Knowing when to limit your data dramatically affects the quality of your AI. How do you know that your AI data is enough?

ai data limit
Image: pickup/Adobe Stock

Whether it’s due to a lack of funding, lack of know-how or censorship, some governments and entities are shrinking the amount of data that they incorporate into their AI. Does this compromise the integrity of AI results?

The case for shrinking the data

Intentional data shrinking is occurring as a matter of policy and expediency.

Roya Ensafi, assistant professor of computer science and engineering at the University of Michigan, discovered that censorship was increasing in 103 countries.

Most censorship actions “were driven by organizations or internet service providers filtering content,” Ensafi reported. “While the United States saw a smaller uptick in blocking activity, the groundwork for such blocking has been put in place.”

In other industry sectors, analytics providers and companies work hard to shrink the amount of data they admit into their processing and data repositories. They only want data that they deem relevant to the problem they are trying to solve.

In 2018, the U.S. Census Bureau moved to reduce the amount of data it was collecting on citizens — even if it meant more inaccurate data — in order to protect citizen privacy.
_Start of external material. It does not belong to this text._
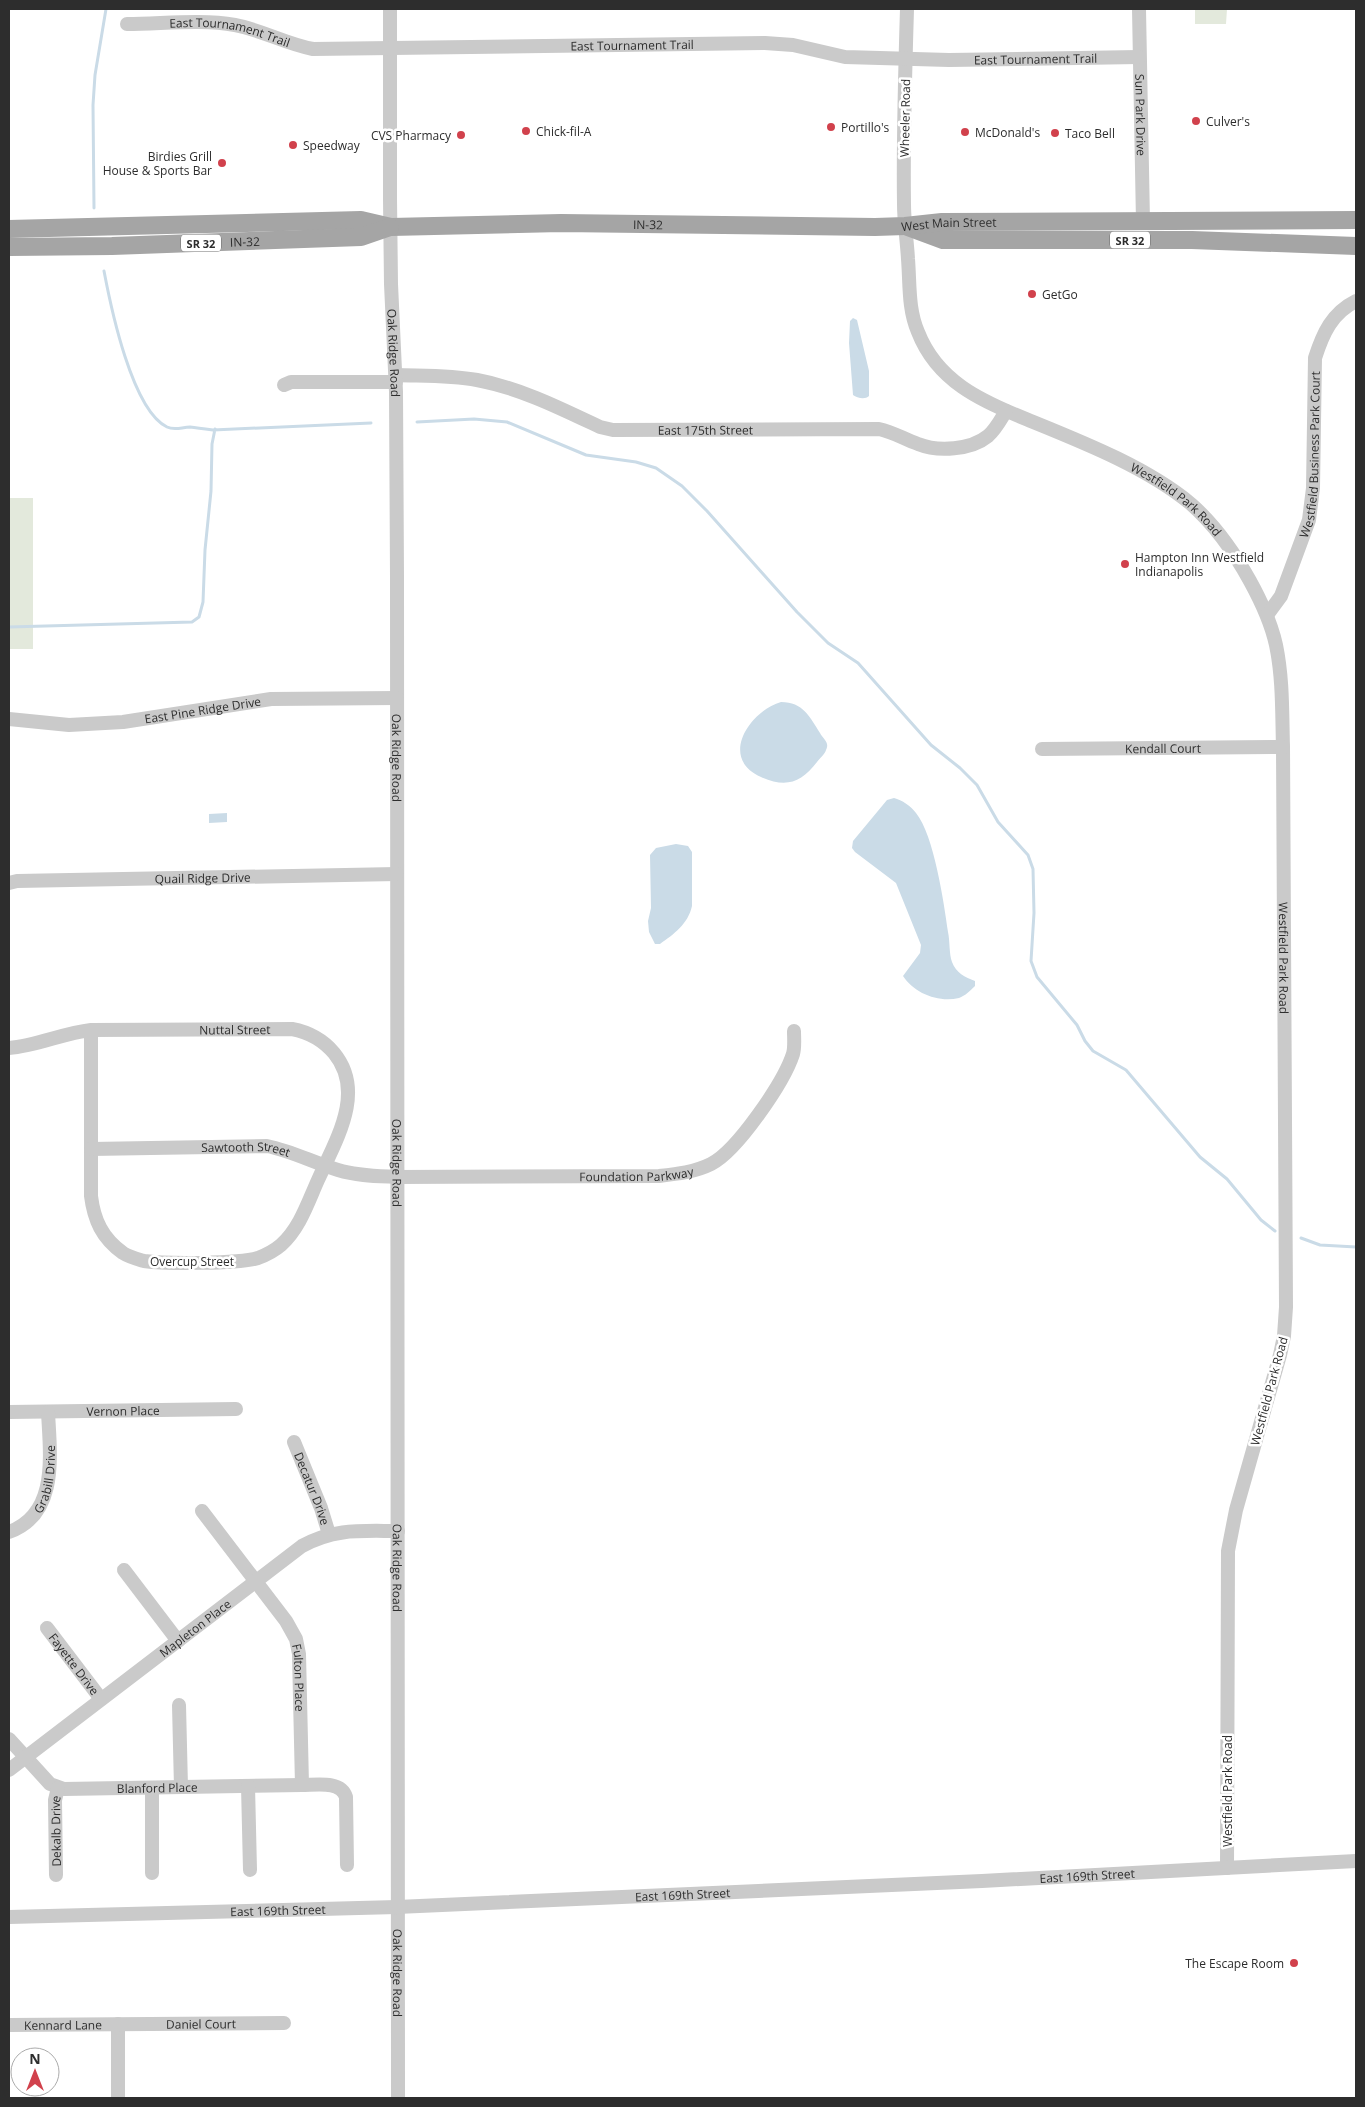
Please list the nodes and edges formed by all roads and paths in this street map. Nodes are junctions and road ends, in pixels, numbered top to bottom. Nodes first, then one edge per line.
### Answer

All of these use cases have clear cut business objectives, but what is the net impact of their data exclusions on the quality of the AI that operates on it?

SEE: Artificial Intelligence Ethics Policy (TechRepublic Premium)

How AI “misses” when data is missing

Sanjiv Narayan, professor of medicine at Stanford University School of Medicine, explains how missing data can impact healthcare.

“Think of height in the U.S.,” said Narayan. “If you collected them and put them all onto a chart, you’d find overlapping groups or clusters of taller and shorter people, broadly indicating adults and children and those in between. However, who was surveyed to get the heights? Was this done during the weekdays or on weekends, when different groups of people are working? If heights were measured at medical offices, people without health insurance may be left out. If done in the suburbs, you’ll get a different group of people compared to those in the countryside or those in cities. How large was the sample?”

The Amazon hiring algorithm that attracted controversy in 2019 illustrates this well.

Amazon’s AI-propelled recruiting engine was trained on historical data about successful job candidates from a time when most candidates were male. Observing this pattern, the AI taught itself that male candidates were preferable to females. Consequently, the company missed out on many qualified female applicants.

What companies can do

The cost of processing and acquiring data, and the emphasis on faster times to insight, all have driven companies to consider data exclusion.

This makes sense: The more data you can exclude upfront, the less time it will take to process results and the less compute you will consume. But how far should you dare to close the data lens?

Companies can make good decisions if they do these three things:

  1. Consider the tradeoffs. If you exclude data on customers who don’t live within 25 miles from your office, will you miss those who would come from farther away if they knew of your services?
  2. Be prepared to widen the data lens. You might discover that your data is inaccurate for the patients you are trying to analyze. Do you have enough data to draw a sound analytic conclusion? If the answer is no, then you can always widen the lens so you can check for improvements in accuracy.
  3. Explain your data sources and limitations to users. Those who rely on the data you provide need an upfront understanding of your data and its limitations. For instance, if a user wants to look at transportation trends over the past 10 years, but you only have eight years of data, they need to know that information.